In the acknowledgements for THE ROAD TO TENDER HEARTS, Annie Hartnett explains that her novel was born of a challenge she set for herself around 2021: could she take all her fears and anxieties (especially about death), and her worries about not being a good enough parent or capable enough person, and turn all of these things into a novel that was FUNNY? And reader, she did, she really did, this explanation going a long way toward making sense of this totally bonkers novel that manages to be not remotely off-putting even though it’s about grief after loss of a child, childhood sexual abuse, children who are orphaned in a murder suicide, and one tragic death after another as the narrative goes on, taking its reader on a road trip from the armpit of Massachusetts down to Texas, and then to Arizona where lottery winner and prototypical well-meaning but disappointing dad PJ Halliday hopes to be reunited with Michelle Cobb, the love of his life, whose husband’s obituary has only just appeared in the local paper.
The only complication is that he’s just been saddled with the care of his grand-niece and nephew after their parents’ tragic deaths, and PJ doesn’t have a great track record for care, really.
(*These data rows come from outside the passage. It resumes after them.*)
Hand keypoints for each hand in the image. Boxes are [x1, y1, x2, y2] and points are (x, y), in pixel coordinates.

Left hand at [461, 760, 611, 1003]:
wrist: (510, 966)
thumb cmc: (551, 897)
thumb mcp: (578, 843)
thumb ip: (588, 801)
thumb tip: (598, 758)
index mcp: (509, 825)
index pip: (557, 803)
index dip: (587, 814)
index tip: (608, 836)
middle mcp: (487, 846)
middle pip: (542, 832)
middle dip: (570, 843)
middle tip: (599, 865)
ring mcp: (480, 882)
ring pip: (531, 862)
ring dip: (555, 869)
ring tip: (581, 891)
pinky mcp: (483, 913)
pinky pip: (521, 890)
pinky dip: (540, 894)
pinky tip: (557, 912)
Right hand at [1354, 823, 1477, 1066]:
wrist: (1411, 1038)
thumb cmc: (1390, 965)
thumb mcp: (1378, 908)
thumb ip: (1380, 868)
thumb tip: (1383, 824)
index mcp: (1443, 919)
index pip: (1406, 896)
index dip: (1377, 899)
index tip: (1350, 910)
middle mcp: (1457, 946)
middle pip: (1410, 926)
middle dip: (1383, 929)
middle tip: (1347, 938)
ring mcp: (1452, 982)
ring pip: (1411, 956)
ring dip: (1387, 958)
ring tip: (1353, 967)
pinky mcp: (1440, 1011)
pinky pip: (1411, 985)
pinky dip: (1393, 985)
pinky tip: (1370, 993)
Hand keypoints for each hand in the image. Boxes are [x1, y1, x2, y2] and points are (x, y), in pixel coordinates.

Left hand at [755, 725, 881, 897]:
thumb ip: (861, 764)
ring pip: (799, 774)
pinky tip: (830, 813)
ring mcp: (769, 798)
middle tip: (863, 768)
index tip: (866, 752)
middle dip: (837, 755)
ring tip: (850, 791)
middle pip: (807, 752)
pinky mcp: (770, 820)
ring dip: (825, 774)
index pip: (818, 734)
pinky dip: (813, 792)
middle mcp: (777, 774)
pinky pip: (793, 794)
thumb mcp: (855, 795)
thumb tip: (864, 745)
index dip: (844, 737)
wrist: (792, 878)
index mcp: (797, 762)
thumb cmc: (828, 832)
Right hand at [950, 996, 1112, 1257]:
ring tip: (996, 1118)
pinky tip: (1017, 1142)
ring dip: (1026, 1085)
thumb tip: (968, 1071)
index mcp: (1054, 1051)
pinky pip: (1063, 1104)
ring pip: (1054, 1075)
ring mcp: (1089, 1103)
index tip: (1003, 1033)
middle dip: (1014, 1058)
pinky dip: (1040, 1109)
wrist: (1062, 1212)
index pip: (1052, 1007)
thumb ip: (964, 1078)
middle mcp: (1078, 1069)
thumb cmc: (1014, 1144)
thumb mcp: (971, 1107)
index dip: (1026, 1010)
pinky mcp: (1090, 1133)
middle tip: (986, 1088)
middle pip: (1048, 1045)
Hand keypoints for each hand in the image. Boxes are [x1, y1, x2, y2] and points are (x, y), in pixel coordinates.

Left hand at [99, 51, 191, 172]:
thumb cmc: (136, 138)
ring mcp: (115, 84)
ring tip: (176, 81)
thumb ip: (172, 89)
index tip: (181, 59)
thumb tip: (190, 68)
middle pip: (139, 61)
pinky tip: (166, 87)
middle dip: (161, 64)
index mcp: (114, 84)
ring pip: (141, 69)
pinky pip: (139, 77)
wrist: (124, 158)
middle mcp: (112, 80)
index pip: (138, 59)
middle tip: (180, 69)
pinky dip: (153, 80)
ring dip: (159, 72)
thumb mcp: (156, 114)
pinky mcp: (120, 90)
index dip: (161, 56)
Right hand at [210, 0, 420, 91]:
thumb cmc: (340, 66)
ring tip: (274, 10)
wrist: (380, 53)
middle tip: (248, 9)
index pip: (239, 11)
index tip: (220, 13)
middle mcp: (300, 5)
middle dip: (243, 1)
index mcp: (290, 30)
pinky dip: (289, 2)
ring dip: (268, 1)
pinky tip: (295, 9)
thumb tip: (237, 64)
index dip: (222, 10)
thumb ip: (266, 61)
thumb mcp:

His eldest daughter drowned in a cranberry bog on her prom night 15 years before, and his youngest, Sophie, barely speaks to him now, plus he’s spent the last decade and a half drinking away his pain. And okay, I lied, that’s not the only complication, in fact, everything is a complication for PJ at the moment, in particular that his ex-wife is about to depart on a trip to Alaska and PJ won’t be able to have breakfast every morning at her house anymore. Or that PJ doesn’t have a car anymore after his DUIs. Or Pancakes, the cat, which comes along on the journey and seems to have an instinct for when somebody is about to die…
How does Harnett get away with writing a comic novel about ALL THAT? By acknowledging the best and worst parts of people, by telling the truth, by demonstrating that LOVE means telling the truth, even when the truth is that the people we love or loved are profoundly flawed or terrible.
If you’re up for a sombre book about grief, leave this one alone, but if you’re in the mood for a story that will explode your ideas about what must be treated with seriousness and reverence in fiction, then THE ROAD TO TENDER HEARTS will likely be one of your favourite books of the summer too. Thanks to Stephanie at Betty’s Bookshelf in St. Mary’s, ON, for the recommendation.